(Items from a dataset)
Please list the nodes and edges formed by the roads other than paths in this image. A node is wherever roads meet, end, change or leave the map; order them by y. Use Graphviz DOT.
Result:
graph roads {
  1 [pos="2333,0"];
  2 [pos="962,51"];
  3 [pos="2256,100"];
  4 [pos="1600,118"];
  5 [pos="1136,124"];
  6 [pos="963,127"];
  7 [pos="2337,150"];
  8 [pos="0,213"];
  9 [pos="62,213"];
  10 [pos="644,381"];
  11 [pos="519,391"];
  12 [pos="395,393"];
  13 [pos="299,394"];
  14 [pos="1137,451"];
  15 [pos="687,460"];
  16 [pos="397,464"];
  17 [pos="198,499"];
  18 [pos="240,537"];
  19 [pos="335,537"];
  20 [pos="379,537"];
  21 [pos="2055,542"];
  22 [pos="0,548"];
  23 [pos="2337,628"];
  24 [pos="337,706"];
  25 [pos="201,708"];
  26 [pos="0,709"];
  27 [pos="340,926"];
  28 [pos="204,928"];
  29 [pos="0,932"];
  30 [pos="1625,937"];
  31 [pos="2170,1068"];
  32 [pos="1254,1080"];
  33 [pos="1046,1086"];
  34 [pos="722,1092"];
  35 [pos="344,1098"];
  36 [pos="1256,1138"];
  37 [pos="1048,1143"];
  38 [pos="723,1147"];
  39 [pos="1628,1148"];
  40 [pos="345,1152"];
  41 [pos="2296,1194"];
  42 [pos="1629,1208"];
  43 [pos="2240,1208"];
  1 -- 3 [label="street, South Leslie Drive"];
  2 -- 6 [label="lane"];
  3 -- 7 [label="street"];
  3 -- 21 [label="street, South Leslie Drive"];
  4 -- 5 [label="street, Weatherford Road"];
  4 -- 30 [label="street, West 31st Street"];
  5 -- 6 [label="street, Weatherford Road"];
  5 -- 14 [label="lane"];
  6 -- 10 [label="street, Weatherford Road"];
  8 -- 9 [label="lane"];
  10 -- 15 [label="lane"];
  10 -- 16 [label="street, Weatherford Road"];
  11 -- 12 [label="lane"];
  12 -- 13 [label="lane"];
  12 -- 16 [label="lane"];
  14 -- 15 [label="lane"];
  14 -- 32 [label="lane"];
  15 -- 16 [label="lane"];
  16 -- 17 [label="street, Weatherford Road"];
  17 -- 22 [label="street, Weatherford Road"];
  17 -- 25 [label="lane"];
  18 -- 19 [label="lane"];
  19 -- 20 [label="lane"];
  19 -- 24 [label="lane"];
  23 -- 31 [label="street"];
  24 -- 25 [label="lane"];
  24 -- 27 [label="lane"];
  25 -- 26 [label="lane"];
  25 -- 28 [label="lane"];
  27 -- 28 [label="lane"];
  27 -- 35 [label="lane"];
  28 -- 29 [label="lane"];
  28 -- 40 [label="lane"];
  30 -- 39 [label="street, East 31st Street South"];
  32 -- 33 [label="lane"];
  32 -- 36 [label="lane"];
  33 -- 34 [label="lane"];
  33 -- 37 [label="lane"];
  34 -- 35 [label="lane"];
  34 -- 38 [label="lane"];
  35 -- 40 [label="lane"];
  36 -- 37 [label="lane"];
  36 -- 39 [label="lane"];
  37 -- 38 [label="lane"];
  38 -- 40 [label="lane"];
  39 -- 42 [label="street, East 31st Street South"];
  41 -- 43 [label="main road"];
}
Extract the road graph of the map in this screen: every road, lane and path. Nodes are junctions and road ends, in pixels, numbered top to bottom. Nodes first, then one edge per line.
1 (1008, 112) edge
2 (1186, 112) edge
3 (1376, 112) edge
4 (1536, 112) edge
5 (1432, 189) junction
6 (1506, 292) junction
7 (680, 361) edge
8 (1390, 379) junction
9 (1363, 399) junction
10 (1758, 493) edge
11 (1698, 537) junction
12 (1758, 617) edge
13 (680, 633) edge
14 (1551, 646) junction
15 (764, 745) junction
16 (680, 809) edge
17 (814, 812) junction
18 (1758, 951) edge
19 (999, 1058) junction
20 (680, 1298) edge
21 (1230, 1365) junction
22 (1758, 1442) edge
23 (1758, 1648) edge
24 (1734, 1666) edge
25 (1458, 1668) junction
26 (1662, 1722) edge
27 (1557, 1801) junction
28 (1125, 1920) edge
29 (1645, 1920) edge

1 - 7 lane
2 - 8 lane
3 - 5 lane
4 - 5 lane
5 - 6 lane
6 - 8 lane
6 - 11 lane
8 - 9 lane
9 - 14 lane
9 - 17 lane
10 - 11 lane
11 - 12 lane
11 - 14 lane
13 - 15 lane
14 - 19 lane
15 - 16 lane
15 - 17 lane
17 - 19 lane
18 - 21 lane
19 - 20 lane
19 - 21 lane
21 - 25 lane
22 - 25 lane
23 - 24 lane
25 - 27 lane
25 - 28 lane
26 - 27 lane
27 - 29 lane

» Action item
Would you copy every line of the entries in which "Drive" appears?

» Response to this exercise
  1 -- 3 [label="street, South Leslie Drive"];
  3 -- 21 [label="street, South Leslie Drive"];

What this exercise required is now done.